A cesarean section should optimally occur under controlled conditions. A discussion with the patient should take place during prenatal care of the diagnosis, possible complications, and the plan for cesarean section and possible hysterectomy if there is uncontrolled postpartum hemorrhage or PAS. The surgeon, anesthesiologist, nursing staff, pediatricians, and blood bank should receive notification of these patients. If there is a concern for PAS then urology, general surgery, as well as interventional radiology should have involvement as well. Communication should take place among the teams regarding the expected date of surgery, planned procedures such as uterine artery embolization, and updated imaging studies, which allows the various units to be aware of the patient if the patient presents earlier in an emergency setting.

The patient should have two large bore IV lines in place and blood crossed and matched.

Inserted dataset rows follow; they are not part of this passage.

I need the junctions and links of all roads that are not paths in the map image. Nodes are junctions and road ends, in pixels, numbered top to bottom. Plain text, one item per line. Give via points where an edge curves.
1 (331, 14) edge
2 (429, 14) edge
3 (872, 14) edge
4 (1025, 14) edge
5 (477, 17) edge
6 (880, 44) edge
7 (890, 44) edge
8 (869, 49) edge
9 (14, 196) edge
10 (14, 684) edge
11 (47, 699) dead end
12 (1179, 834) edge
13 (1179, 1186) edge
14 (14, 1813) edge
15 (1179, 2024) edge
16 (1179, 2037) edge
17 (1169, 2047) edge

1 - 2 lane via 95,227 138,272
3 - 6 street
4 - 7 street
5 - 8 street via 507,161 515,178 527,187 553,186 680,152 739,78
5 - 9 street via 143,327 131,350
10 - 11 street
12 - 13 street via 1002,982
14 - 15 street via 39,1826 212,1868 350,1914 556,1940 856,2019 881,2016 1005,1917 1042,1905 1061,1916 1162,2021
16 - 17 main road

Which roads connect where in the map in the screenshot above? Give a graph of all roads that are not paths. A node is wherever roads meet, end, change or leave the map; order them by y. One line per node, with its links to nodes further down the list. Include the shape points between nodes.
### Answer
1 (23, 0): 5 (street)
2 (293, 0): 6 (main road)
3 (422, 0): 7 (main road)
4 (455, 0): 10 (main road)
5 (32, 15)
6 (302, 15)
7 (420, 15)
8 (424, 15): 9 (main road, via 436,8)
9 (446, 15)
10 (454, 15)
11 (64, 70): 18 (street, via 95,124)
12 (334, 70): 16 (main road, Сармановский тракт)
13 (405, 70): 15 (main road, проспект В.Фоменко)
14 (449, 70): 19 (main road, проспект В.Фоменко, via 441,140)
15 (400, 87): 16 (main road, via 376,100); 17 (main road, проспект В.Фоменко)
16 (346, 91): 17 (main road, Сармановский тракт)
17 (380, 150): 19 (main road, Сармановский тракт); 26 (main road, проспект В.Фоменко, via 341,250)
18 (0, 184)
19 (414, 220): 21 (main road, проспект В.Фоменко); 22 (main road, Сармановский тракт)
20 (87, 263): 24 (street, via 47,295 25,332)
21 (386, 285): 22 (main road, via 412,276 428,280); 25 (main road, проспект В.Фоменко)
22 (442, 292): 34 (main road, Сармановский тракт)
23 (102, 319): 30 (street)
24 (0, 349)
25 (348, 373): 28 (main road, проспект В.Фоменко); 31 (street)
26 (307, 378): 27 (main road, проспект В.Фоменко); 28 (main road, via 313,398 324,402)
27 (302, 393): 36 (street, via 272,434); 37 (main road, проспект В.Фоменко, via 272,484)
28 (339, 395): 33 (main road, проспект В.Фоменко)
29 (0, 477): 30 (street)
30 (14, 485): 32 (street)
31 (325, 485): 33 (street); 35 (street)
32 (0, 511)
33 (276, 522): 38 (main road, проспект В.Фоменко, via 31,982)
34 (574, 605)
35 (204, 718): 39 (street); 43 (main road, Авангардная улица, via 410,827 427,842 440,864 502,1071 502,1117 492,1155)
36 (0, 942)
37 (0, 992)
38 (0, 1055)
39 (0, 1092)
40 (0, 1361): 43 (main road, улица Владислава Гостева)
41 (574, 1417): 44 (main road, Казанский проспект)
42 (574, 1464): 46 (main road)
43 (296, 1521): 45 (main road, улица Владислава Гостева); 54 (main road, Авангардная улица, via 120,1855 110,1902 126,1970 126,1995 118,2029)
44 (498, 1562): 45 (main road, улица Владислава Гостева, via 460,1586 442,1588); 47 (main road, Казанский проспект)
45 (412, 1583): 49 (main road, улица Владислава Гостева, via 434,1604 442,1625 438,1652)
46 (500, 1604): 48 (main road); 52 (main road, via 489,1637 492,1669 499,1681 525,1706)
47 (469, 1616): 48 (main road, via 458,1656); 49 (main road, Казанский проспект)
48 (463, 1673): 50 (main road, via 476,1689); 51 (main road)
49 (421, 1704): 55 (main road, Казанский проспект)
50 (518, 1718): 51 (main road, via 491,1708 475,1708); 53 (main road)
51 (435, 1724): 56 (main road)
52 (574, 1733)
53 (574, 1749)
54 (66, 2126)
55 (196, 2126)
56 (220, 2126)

Uterine artery catheters can be placed before the procedure by interventional radiology for precautions as well. Regional anesthesia, spinal-epidural combination, is recommended at the time of delivery for nonurgent cases. In the event a hysterectomy is necessary, the patient can convert to general anesthesia. Regional anesthesia is considered superior to general anesthesia because of the decreased operative blood loss and the need for blood transfusion.[6] Inhaled anesthetics can lead to uterine relaxation worsening postpartum hemorrhage. During the procedure, if there is a postpartum hemorrhage, then the catheters can be inflated to decrease the blood supply to the uterus.

Differential Diagnosis

Vaginal bleeding during pregnancy can be due to numerous factors. Based on the trimester of pregnancy the differential diagnosis can vary greatly. In the first and second trimester, vaginal bleeding can be secondary to subchorionic hematoma, cervicitis, cervical cancer, threatened abortion, ectopic pregnancy, or molar pregnancy. In the third trimester, vaginal bleeding can be due to labor, placental abruption, vasa previa, or placenta previa.

The most life-threatening cause of vaginal bleeding in pregnancy that should be ruled out is placental abruption, which is placental separation before delivery, a complication in about 1% of births. Placental abruption presents with severe abdominal pain, vaginal bleeding, and electronic fetal monitoring may show tachysystole and a nonreassuring fetal heart tracing; this too can lead to high morbidity in mortality to the fetus and mother secondary to hemorrhage.